Hubo también algunas
evocaciones a la cultura oriental, mantras que parecían más bien
auto-recordatorios. Transcurrían muestras de las películas, la siempre osada
opinión de los Oscar en medio y apreciábamos algunos detalles, casi todos
ganchos poéticos o un sonido perfectamente encajado; y supimos leer entre
líneas que la levedad de la vida hace que solo se tenga una misión: ser feliz
entre tanto escombro.

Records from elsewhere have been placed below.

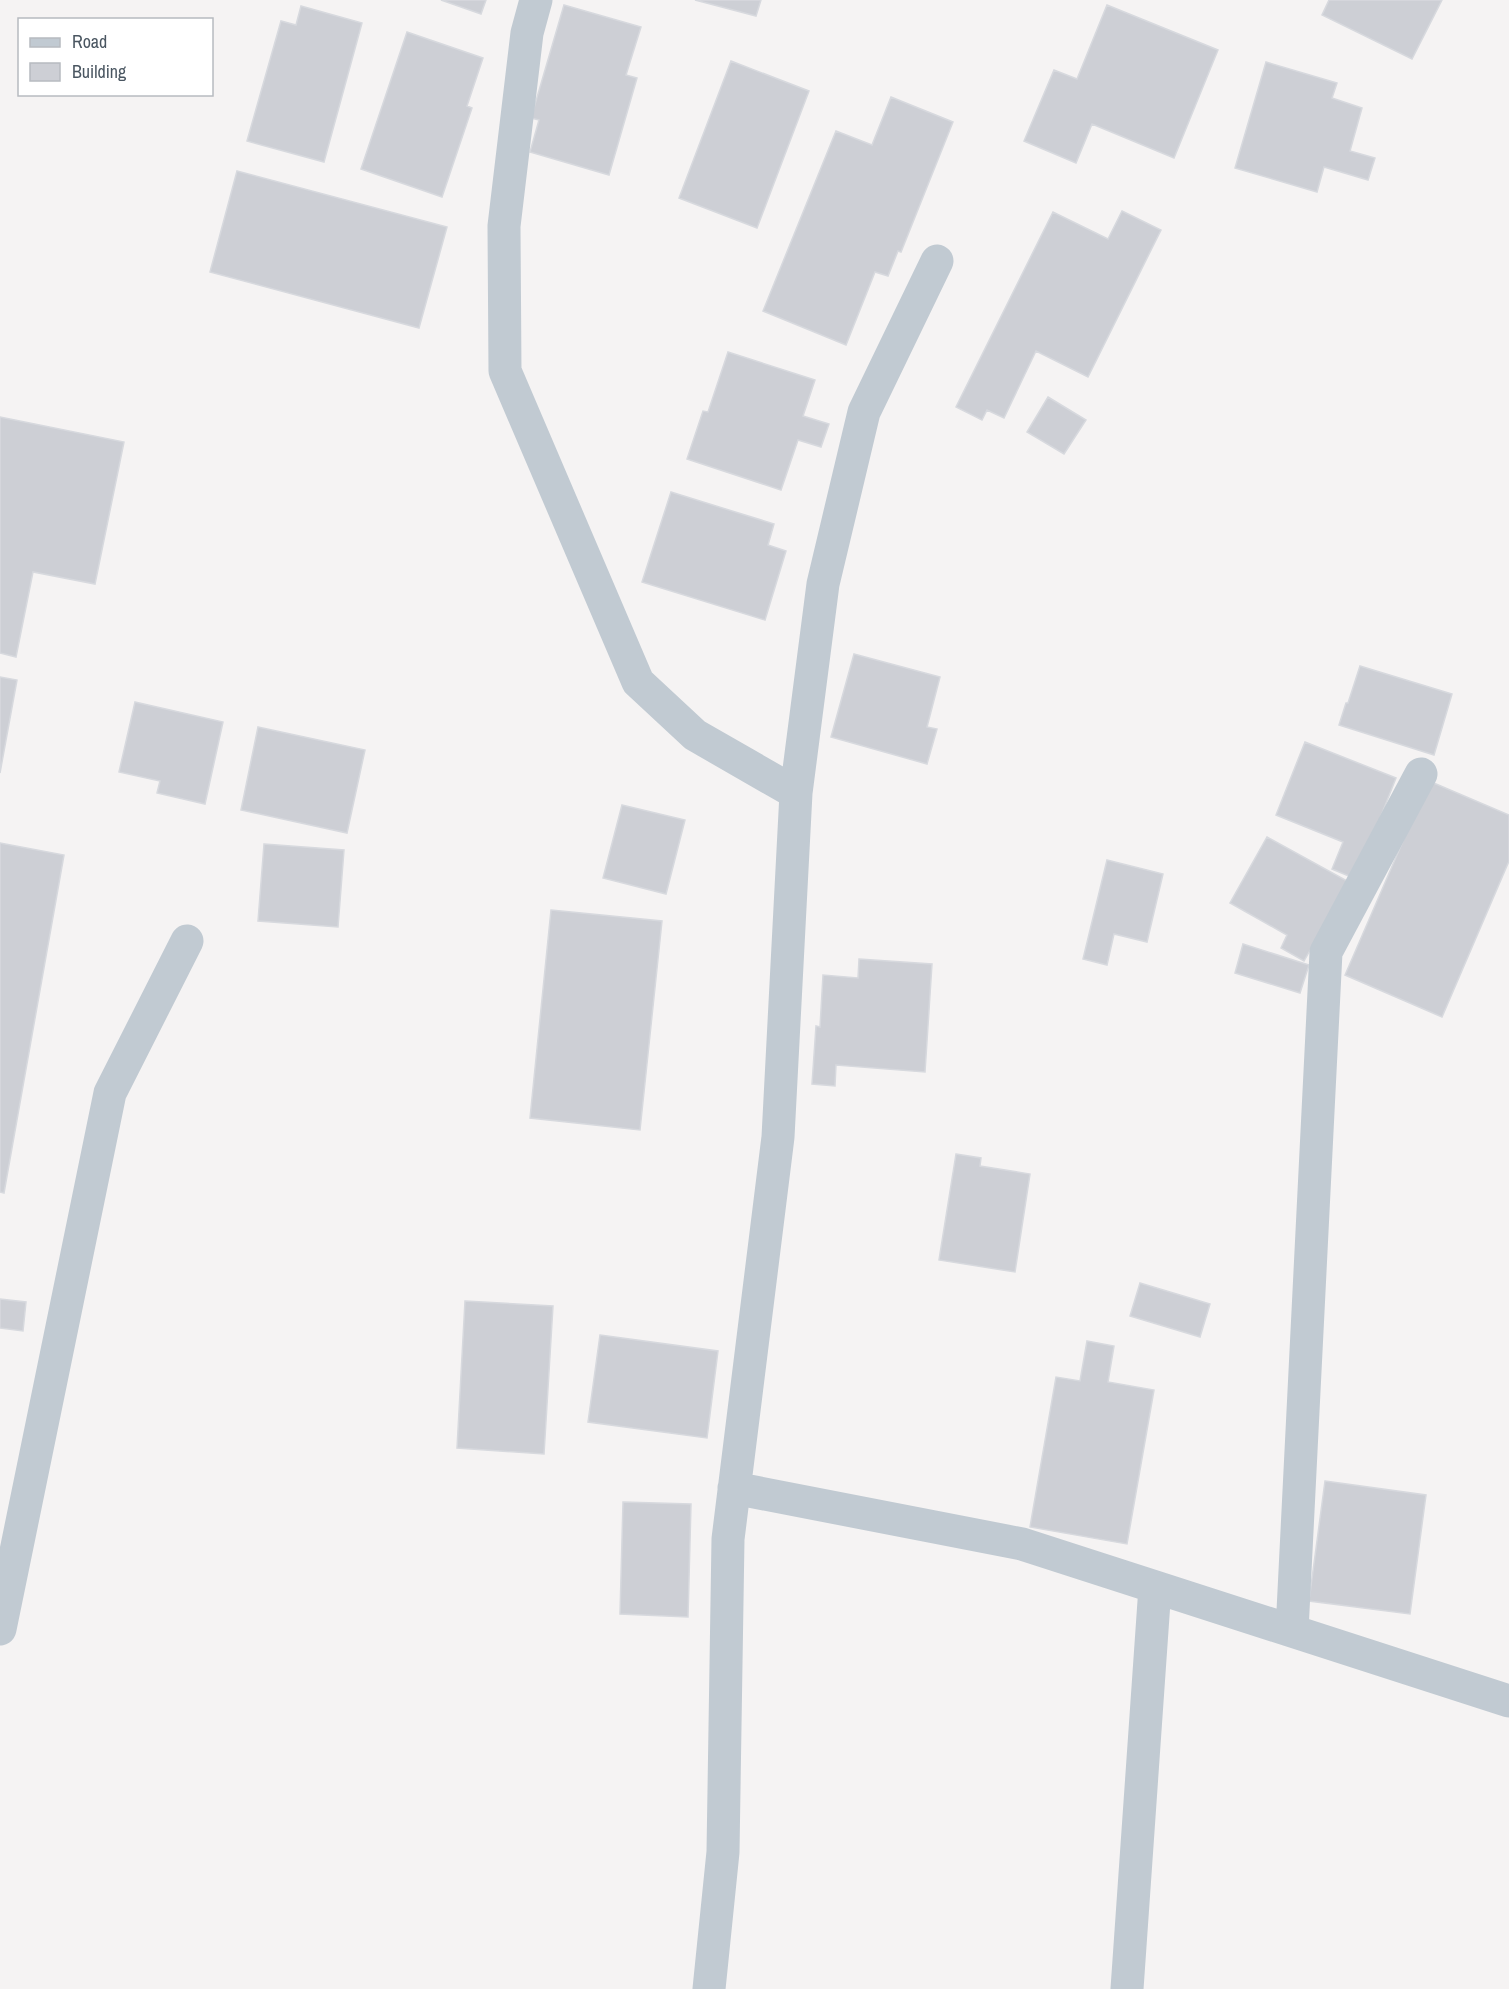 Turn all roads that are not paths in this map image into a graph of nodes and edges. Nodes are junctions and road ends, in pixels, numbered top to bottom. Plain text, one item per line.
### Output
1 (536, 0) edge
2 (937, 261) dead end
3 (1421, 774) dead end
4 (796, 793) junction
5 (187, 941) dead end
6 (734, 1488) junction
7 (1155, 1587) junction
8 (0, 1629) edge
9 (1292, 1631) junction
10 (1509, 1701) edge
11 (709, 1989) edge
12 (1127, 1989) edge

1 - 4 street
2 - 4 street
3 - 9 street
4 - 6 street
5 - 8 street
6 - 7 street
6 - 11 street
7 - 9 street
7 - 12 street
9 - 10 street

Fueron surrealismos con fuerte tendencia budista, en
medio de filmes; dos islas enfrentadas luciendo sus luces en medio del negro
laxo del mar.
En medio de recuerdos
confusos, con dicotomías necesarias, surgió el comentario de la noche acerca de
mis calcetines mal emparejados y que engloba la conclusión de la noche: “¡Oye,
tus pies son el ying y el yang!”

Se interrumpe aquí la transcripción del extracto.